Macrophages require Skap2 and Sirpα for integrin-stimulated cytoskeletal rearrangement

Macrophages migrate to sites of insult during normal inflammatory responses. Integrins guide such migration, but the transmission of signals from integrins into the requisite cytoskeletal changes is poorly understood. We have discovered that the hematopoietic adaptor protein Skap2 is necessary for macrophage migration, chemotaxis, global actin reorganization and local actin reorganization upon integrin engagement. Binding of phosphatidylinositol [3,4,5]-triphosphate to the Skap2 pleckstrin-homology (PH) domain, which relieves its conformational auto-inhibition, is critical for this integrin-driven cytoskeletal response.
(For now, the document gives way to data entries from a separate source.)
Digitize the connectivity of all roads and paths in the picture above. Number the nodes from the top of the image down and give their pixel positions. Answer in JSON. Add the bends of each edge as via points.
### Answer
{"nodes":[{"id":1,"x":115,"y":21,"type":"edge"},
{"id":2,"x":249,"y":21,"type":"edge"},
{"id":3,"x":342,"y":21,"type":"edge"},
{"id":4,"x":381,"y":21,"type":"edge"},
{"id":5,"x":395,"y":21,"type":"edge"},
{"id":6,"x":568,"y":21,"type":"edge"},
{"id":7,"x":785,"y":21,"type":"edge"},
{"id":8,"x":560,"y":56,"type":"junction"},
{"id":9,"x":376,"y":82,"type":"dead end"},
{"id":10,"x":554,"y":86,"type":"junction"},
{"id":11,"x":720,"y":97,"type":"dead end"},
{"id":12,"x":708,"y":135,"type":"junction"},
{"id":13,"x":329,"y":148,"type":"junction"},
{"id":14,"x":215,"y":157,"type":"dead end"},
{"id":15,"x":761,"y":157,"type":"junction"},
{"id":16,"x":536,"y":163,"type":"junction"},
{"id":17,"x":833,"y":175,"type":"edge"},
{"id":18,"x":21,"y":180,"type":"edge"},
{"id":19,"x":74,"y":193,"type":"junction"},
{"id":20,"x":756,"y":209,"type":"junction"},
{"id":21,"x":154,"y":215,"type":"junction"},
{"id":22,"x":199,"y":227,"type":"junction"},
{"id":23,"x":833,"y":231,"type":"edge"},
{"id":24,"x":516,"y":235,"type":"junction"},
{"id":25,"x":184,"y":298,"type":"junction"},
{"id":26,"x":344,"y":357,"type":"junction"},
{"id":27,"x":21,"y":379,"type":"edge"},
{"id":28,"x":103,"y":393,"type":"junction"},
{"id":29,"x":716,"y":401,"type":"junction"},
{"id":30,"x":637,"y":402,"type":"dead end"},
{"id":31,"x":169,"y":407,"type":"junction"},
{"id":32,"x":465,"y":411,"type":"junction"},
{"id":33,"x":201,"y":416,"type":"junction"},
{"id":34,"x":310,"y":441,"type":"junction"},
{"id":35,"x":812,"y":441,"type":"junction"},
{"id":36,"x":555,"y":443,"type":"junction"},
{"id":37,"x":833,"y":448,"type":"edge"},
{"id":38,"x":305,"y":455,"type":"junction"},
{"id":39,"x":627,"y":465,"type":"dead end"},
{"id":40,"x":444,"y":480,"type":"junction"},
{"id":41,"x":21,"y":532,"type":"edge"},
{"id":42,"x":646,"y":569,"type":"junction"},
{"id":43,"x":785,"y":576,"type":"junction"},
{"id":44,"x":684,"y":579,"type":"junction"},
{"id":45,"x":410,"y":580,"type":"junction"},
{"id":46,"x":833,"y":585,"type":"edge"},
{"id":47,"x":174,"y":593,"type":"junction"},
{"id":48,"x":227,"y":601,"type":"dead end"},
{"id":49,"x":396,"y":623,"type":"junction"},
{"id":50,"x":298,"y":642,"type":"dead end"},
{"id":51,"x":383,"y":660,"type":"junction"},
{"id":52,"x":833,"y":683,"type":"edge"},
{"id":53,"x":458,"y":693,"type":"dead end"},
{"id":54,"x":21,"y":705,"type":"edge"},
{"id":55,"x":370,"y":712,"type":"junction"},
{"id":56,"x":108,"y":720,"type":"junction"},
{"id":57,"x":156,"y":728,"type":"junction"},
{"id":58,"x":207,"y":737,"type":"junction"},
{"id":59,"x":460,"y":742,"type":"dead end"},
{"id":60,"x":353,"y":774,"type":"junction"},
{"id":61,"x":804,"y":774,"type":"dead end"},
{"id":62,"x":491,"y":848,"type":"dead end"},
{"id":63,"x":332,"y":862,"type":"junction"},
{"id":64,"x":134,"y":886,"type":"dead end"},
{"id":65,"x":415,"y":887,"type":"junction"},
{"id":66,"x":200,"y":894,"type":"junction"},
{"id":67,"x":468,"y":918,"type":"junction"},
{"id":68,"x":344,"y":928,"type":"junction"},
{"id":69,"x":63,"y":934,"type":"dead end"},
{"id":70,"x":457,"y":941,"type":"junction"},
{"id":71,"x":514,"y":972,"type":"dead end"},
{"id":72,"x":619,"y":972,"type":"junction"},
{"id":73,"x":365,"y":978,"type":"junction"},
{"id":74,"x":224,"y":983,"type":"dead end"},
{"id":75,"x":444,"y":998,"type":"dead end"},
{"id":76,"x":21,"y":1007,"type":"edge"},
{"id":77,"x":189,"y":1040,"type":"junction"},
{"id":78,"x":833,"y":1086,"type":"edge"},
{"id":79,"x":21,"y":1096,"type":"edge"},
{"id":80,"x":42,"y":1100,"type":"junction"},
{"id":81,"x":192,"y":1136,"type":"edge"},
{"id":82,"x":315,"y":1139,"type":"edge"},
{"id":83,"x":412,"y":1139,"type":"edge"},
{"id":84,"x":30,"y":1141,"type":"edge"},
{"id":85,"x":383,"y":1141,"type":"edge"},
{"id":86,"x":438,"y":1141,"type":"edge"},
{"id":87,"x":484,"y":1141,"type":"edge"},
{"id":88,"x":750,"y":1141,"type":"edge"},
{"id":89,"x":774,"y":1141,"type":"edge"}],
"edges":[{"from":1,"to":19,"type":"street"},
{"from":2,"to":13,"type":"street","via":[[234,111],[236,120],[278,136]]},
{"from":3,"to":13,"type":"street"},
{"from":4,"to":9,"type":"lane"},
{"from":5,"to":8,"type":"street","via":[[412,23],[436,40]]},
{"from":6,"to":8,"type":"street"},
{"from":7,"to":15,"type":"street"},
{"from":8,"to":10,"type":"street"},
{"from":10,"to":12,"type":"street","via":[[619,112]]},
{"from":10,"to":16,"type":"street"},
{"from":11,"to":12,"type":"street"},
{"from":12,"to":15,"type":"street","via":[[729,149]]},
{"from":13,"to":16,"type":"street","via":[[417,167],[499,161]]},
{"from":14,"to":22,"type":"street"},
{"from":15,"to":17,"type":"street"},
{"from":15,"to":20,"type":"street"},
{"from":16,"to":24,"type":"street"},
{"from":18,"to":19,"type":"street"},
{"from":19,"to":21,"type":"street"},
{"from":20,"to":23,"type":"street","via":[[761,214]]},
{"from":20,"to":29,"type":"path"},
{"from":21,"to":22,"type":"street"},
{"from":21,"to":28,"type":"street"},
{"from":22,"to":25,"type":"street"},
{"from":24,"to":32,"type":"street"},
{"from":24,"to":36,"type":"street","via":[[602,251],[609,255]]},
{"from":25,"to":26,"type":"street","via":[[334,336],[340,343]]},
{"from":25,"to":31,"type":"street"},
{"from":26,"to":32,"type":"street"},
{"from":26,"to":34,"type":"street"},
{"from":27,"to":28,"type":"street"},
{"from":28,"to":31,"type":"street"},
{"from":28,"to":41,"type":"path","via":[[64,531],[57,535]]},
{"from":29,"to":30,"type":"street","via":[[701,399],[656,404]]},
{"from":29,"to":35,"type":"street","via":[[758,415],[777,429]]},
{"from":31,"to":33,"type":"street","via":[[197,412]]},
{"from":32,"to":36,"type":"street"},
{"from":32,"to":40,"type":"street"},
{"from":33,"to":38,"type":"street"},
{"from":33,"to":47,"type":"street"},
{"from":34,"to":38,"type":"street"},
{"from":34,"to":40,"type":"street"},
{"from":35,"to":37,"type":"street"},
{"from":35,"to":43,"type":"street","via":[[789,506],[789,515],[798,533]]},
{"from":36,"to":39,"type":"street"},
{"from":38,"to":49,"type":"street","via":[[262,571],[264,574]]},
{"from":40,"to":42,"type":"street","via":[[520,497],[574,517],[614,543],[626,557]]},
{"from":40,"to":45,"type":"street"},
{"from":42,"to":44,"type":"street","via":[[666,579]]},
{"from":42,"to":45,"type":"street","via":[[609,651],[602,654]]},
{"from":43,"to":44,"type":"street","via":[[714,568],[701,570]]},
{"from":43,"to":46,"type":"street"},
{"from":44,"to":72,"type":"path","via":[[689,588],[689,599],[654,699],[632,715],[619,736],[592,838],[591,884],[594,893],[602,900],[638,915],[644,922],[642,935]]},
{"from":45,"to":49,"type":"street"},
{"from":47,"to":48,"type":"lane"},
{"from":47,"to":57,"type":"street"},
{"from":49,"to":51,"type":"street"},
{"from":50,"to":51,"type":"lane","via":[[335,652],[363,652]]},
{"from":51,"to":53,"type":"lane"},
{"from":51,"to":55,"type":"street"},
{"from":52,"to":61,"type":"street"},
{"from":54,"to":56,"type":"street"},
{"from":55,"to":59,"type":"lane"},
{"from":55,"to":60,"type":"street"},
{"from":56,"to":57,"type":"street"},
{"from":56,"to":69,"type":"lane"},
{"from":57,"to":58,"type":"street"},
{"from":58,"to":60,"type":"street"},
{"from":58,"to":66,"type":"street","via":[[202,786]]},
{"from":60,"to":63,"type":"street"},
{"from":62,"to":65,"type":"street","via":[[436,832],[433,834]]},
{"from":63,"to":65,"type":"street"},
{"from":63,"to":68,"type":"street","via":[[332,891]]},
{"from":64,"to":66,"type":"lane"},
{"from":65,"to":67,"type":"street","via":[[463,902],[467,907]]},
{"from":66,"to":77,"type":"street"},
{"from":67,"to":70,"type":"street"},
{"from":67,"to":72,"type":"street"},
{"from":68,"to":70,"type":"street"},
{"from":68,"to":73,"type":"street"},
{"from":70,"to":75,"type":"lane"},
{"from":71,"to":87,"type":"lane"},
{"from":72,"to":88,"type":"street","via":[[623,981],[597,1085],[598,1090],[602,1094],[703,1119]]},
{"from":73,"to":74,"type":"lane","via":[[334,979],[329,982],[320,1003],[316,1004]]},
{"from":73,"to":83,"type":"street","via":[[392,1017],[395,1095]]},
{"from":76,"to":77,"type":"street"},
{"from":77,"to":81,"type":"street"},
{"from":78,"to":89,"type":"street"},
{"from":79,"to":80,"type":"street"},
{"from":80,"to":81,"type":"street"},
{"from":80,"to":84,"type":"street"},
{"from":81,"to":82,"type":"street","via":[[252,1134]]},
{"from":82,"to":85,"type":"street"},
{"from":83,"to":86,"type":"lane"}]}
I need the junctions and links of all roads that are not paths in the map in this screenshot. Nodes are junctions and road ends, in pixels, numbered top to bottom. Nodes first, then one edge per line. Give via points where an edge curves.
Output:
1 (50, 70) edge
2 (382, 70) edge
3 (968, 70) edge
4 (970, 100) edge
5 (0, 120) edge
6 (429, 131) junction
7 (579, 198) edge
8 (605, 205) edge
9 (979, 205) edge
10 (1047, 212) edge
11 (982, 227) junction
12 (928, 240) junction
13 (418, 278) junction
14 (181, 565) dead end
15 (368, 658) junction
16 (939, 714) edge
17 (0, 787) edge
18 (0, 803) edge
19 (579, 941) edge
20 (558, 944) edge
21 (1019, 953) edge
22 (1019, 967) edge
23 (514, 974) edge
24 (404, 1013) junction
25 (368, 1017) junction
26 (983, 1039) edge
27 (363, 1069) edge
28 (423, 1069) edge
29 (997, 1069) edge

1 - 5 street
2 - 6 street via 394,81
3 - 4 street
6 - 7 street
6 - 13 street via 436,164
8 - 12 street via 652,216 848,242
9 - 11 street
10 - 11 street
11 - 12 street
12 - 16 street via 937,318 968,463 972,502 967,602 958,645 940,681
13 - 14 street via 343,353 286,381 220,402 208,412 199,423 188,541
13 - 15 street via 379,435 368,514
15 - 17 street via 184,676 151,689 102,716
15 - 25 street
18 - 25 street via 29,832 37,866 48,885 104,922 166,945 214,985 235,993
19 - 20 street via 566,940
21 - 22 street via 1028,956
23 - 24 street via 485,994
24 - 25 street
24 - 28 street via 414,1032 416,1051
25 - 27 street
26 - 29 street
Skap2 enables integrin-induced tyrosyl phosphorylation of Src-family kinases (SFKs), Adap, and Sirp alpha, establishing their roles as signaling partners in this process. Furthermore, macrophages lacking functional Sirp alpha unexpectedly have impaired local integrin-induced responses identical to those of Skap2(-/-) macrophages, and Skap2 requires Sirp alpha for its recruitment to engaged integrins and for coordinating downstream actin rearrangement. By revealing the positive-regulatory role of Sirp alpha in a Skap2-mediated mechanism connecting integrin engagement with cytoskeletal rearrangement, these data demonstrate that Sirp alpha is not exclusively immunoinhibitory, and illuminate previously unexplained observations implicating Skap2 and Sirp alpha in mouse models of inflammatory disease.